# WORK ITEM:
Determine the number of lines in the listing below that hold the word "solid". Write the number alone.

--------------------------------------------------

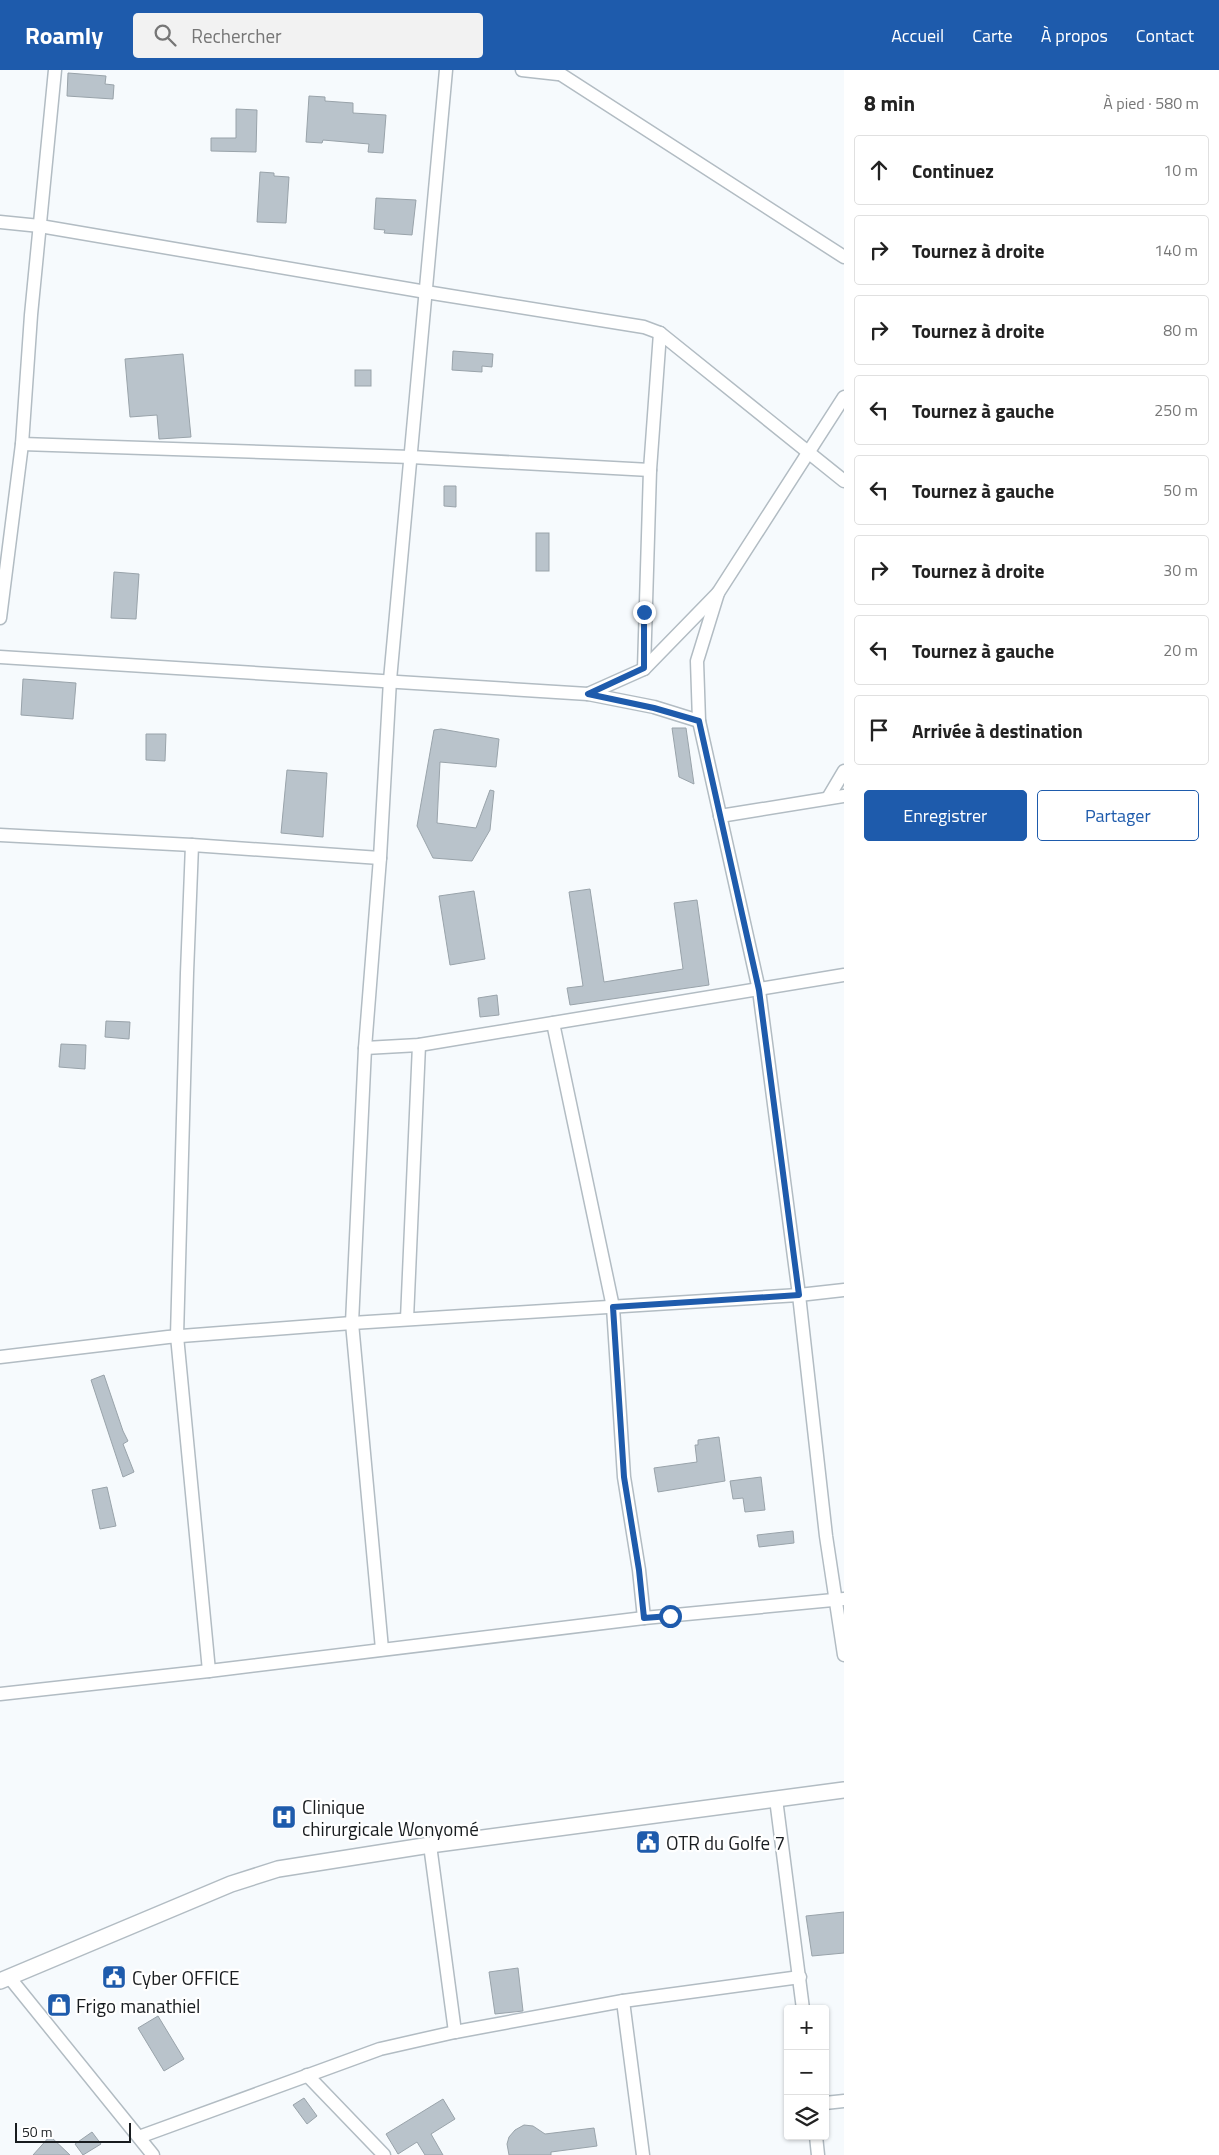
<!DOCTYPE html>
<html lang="fr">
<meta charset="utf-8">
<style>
body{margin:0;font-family:"Titillium Web",sans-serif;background:#f2f2f2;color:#222}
.controls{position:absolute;right:15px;bottom:15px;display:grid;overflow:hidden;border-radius:5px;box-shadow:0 1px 4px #0004}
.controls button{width:45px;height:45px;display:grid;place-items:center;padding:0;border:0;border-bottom:1px solid #e0e0e0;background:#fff;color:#222;font:25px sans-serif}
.scale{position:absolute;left:15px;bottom:12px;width:116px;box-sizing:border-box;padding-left:5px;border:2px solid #181c1f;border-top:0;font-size:14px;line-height:18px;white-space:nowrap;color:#181c1f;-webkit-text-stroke:4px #fff;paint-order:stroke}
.stop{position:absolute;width:15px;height:15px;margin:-11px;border:4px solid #1e5bac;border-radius:50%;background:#fff}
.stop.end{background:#1e5bac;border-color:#fff;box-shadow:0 1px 5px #0008}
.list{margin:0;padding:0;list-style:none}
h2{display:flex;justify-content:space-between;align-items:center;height:65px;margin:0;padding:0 20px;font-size:21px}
h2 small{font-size:16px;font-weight:400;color:#767676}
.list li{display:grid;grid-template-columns:32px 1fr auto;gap:15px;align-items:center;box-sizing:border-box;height:70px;margin:0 10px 10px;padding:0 10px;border:1px solid #e0e0e0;border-radius:5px}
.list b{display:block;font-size:19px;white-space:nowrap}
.list em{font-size:16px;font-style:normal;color:#767676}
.actions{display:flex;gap:10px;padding:15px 20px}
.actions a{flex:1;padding:11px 0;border:1px solid #1e5bac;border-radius:5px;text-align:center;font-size:18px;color:#1e5bac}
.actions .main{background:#1e5bac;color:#fff}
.icon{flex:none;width:28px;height:28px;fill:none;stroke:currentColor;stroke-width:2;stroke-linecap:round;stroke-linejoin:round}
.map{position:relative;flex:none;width:844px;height:2085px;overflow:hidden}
header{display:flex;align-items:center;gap:30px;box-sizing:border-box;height:70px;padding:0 25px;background:#1e5bac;color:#fff}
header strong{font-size:24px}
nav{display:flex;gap:28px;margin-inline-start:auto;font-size:18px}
.search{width:350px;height:45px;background:#f2f2f2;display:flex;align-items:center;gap:12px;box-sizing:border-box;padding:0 18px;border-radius:5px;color:#767676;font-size:19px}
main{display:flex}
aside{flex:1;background:#fff}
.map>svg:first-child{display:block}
</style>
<header>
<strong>Roamly</strong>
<div class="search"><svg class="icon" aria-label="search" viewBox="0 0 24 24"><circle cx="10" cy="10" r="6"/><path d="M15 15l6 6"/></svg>Rechercher</div>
<nav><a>Accueil</a><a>Carte</a><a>À propos</a><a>Contact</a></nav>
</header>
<main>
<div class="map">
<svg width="844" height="2085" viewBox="0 0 844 2085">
<rect width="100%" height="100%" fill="#f6fafd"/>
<!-- building -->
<g fill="#b9c3cb" stroke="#99a3aa">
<polygon points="68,3 106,6 105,14 114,15 113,29 67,26"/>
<polygon points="309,26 325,27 325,31 353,33 353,43 386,45 383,83 368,82 369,74 323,70 322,73 306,72"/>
<polygon points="236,39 257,40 256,82 211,81 211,68 236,68"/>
<polygon points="260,102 274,103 274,106 289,107 286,153 257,152"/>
<polygon points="376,128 416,130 412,165 384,163 385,160 374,159"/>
<polygon points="453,281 493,284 492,297 482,296 482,302 452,300"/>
<polygon points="183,284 191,367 159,369 157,345 130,347 125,289"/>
<rect x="355" y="300" width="16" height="16"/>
<polygon points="444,416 456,416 456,437 444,436"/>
<rect x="536" y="463" width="13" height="38"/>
<polygon points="114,502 139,504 136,549 111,548"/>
<polygon points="23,609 76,613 73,649 21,645"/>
<polygon points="672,658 686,658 694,714 679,707"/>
<polygon points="441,659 499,669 496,697 440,692 437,753 476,758 490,720 494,721 490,760 472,791 433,788 417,756 434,660"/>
<polygon points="146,664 166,664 165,691 146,690"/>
<polygon points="287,700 327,703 323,767 281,763"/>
<polygon points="590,819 604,912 683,899 674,833 697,830 709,915 570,935 567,918 583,916 569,822"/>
<polygon points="474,821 485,889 450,895 439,826"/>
<polygon points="497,925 499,945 480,947 478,928"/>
<polygon points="106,951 130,952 129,969 105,967"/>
<polygon points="61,974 86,975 85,999 59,997"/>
<polygon points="104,1305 123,1361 128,1371 123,1374 134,1402 123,1407 91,1310"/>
<polygon points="719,1367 725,1411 658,1422 654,1398 697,1392 695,1375 698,1375 698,1370"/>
<polygon points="761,1407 765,1440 745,1442 743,1428 733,1429 730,1411"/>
<polygon points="107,1417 116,1456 100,1459 92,1420"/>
<polygon points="793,1461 794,1473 759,1477 757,1465"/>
<polygon points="844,1842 844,1883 812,1886 806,1846"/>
<polygon points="518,1898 523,1941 495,1944 489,1902"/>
<polygon points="158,1946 184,1989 164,2001 138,1958"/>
<polygon points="304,2028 317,2046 307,2054 293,2035"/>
<polygon points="443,2029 455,2049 431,2064 443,2085 425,2085 417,2072 398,2084 386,2064"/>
<polygon points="524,2055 533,2056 545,2064 594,2058 597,2076 551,2082 551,2085 509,2085 507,2074 509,2067 515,2060"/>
<polygon points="92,2062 101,2074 83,2085 75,2074"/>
<polygon points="50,2066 70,2085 33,2085"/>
</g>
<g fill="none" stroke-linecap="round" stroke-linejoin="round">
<defs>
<g id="minor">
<polyline points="522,0 558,4"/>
<polyline points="554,0 844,187"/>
<polyline points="0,152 40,156 426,222 644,257 660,263 844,411"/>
<polyline points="22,374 411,387 650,400"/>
<polyline points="718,523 697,591 699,651 759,920 799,1225 826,1466 844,1585"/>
<polyline points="0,548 22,374 31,245 55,0"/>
<polyline points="0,587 588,624 654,637 699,651"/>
<polyline points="644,599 650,400 660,263"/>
<polyline points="588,624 644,599 718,523 844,327"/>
<polyline points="828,728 844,701"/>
<polyline points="720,746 844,726"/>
<polyline points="0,765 192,775 380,788"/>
<polyline points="192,775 187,903 177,1266 209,1601"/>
<polyline points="553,953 613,1237 624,1407 639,1500 644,1548"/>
<polyline points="365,978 419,975 844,905"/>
<polyline points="407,1249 419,975"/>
<polyline points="0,1287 168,1267 352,1253 799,1225 844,1220"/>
<polyline points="382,1579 352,1253 365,978 380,788 390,610 446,0"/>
<polyline points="0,1624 209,1601 644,1548 844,1529"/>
<polyline points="776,1729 803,1939"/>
<polyline points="430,1775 455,1962"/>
<polyline points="9,1907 153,2085"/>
<polyline points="623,1931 643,2085"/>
<polyline points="307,2005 384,2085"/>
<polyline points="825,2033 844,2031"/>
<polyline points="816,2066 818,2085"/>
<polyline points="139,2067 380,1979 455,1962 623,1931 800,1907"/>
</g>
<polyline id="tertiary" points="0,1911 231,1814 278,1799 430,1775 844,1720"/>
</defs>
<!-- minor casing -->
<use href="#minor" stroke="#b2bcc3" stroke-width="15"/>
<!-- tertiary casing -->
<use href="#tertiary" stroke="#b2bcc3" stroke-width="18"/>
<!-- minor -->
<use href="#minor" stroke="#fff" stroke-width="12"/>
<!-- tertiary -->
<use href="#tertiary" stroke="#fff" stroke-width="15"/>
</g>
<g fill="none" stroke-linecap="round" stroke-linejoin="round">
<!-- route -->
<polyline stroke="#1e5bac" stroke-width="6" points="644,542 644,598 588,624 654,638 699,651 759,920 799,1225 613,1237 624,1407 639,1500 644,1548 670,1546"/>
</g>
<!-- icons -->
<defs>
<symbol id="hospital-square" viewBox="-11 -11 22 22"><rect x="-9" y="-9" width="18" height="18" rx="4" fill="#1e5bac" stroke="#fff"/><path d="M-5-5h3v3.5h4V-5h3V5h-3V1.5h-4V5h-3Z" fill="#fff"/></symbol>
<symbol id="civic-square" viewBox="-11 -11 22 22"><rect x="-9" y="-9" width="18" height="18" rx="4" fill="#1e5bac" stroke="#fff"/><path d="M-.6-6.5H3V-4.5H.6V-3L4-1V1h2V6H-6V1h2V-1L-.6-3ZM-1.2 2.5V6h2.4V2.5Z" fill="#fff"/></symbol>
<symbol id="shop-square" viewBox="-11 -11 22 22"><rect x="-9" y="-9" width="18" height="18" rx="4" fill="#1e5bac" stroke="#fff"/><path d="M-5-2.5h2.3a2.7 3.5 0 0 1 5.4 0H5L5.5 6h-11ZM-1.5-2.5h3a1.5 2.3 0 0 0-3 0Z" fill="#fff"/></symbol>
</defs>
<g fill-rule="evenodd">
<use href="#hospital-square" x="270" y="1733" width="28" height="28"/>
<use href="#civic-square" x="634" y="1758" width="28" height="28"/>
<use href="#civic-square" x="100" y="1893" width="28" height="28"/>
<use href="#shop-square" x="45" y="1921" width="28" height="28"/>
</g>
<g text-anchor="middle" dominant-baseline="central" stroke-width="4.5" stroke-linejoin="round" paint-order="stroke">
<!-- poi labels -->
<g font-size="19" fill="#181c1f" stroke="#fff" text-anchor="start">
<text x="302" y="1736">Clinique<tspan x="302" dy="22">chirurgicale Wonyomé</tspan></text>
<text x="666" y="1772">OTR du Golfe 7</text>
<text x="132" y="1907">Cyber OFFICE</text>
<text x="76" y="1935">Frigo manathiel</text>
</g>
</g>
</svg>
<div class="controls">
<button>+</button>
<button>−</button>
<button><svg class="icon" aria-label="layers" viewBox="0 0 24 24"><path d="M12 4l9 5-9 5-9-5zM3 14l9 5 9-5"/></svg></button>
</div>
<div class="scale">50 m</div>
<div class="stop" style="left:670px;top:1546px"></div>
<div class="stop end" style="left:644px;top:542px"></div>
</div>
<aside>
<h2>8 min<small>À pied · 580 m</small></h2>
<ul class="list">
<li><svg class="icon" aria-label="ahead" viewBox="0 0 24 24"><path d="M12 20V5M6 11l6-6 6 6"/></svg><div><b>Continuez</b></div><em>10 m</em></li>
<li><svg class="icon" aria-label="right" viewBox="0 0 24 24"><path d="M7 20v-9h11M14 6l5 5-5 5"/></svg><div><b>Tournez à droite</b></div><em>140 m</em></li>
<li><svg class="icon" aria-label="right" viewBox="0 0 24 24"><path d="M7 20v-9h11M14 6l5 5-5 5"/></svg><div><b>Tournez à droite</b></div><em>80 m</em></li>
<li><svg class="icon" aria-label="left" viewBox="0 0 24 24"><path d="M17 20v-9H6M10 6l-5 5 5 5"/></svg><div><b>Tournez à gauche</b></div><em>250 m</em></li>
<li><svg class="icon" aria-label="left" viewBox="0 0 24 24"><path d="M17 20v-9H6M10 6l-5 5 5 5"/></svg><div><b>Tournez à gauche</b></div><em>50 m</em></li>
<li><svg class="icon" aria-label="right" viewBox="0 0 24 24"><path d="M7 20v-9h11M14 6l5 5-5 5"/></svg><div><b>Tournez à droite</b></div><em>30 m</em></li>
<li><svg class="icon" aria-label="left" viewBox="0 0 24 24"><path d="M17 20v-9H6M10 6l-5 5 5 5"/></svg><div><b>Tournez à gauche</b></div><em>20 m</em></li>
<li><svg class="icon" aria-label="arrive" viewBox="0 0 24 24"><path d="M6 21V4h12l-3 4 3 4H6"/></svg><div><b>Arrivée à destination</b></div></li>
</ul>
<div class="actions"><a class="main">Enregistrer</a><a>Partager</a></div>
</aside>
</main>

--------------------------------------------------

# REPLY:
5